Read through the records. Copy each line that has the word "highway".

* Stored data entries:
• • •

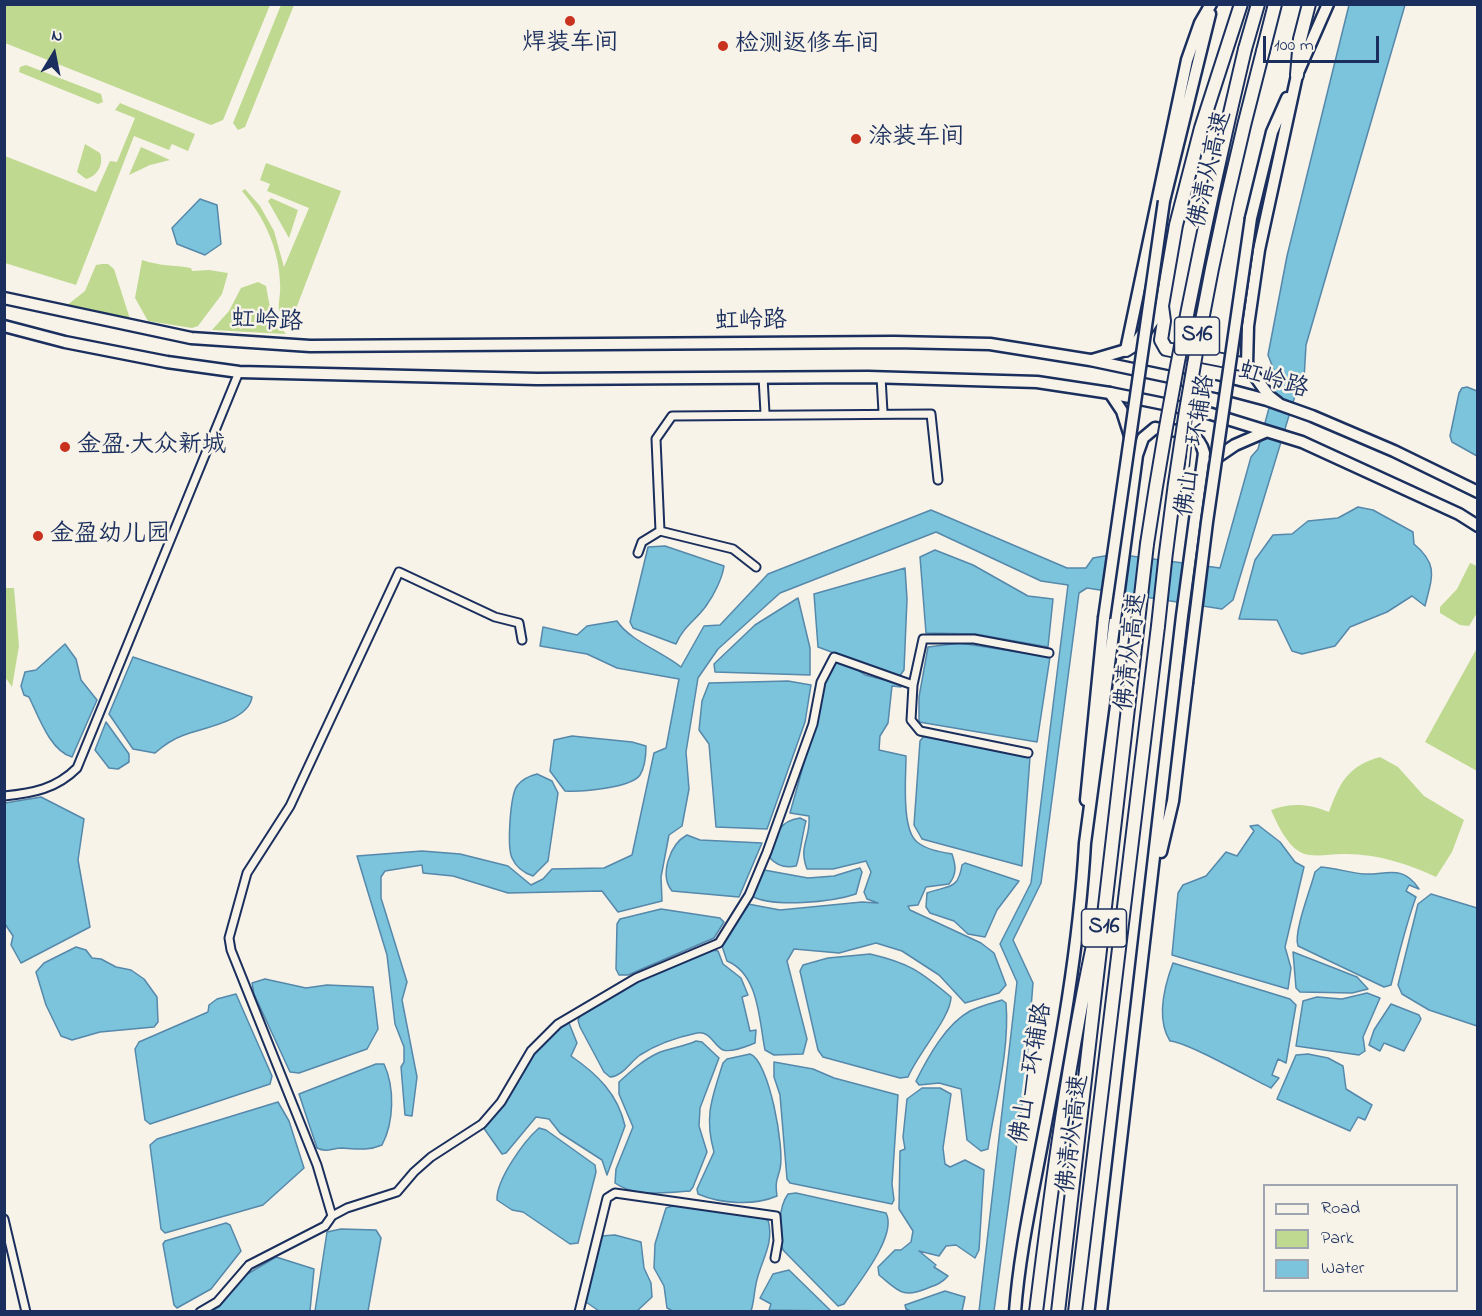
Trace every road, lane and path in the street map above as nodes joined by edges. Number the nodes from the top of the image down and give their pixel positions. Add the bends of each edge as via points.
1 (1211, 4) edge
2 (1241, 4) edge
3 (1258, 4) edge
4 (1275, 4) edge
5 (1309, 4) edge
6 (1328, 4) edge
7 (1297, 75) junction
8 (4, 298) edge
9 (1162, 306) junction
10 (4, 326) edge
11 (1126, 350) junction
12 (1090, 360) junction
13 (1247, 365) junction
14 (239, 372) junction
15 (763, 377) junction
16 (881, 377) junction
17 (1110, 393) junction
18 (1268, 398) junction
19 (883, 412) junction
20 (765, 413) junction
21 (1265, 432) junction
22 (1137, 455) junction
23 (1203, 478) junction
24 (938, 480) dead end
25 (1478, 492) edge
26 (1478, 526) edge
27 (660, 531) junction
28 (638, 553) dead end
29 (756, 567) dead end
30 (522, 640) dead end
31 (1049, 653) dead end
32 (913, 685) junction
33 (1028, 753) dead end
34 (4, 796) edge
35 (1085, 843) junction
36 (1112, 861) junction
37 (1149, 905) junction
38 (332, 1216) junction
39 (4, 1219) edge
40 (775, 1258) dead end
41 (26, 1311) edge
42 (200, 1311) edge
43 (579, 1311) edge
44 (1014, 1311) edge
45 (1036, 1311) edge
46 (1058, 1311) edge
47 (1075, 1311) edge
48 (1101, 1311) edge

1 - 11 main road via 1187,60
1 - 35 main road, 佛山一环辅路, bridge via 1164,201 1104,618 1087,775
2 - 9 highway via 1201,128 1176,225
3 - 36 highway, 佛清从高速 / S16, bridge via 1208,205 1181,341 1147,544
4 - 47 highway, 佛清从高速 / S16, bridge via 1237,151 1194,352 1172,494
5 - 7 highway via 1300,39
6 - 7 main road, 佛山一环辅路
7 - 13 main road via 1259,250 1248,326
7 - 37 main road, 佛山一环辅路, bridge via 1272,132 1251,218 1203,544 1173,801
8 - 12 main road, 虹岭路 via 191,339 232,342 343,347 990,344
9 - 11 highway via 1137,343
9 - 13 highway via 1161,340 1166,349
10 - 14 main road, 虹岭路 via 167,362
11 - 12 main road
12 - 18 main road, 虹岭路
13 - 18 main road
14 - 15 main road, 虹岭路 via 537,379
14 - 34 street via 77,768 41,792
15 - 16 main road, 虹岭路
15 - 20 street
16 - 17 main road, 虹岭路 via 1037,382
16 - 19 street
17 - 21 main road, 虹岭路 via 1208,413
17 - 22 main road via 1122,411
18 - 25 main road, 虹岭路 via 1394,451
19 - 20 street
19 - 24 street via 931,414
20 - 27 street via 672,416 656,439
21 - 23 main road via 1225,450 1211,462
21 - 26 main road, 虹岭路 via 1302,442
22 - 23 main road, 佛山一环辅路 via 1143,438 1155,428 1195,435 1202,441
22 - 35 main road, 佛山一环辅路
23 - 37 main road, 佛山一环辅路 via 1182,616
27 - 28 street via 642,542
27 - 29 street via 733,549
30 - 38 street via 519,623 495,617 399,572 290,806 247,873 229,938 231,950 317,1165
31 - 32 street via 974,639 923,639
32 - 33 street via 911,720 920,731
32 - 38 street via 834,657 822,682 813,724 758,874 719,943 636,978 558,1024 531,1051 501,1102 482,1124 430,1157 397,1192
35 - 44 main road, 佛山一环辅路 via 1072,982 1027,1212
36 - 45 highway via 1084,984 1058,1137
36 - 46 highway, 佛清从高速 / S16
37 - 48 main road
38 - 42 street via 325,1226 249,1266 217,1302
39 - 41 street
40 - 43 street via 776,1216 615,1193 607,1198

• • •

* YOUR SOLUTION:
2 - 9 highway via 1201,128 1176,225
3 - 36 highway, 佛清从高速 / S16, bridge via 1208,205 1181,341 1147,544
4 - 47 highway, 佛清从高速 / S16, bridge via 1237,151 1194,352 1172,494
5 - 7 highway via 1300,39
9 - 11 highway via 1137,343
9 - 13 highway via 1161,340 1166,349
36 - 45 highway via 1084,984 1058,1137
36 - 46 highway, 佛清从高速 / S16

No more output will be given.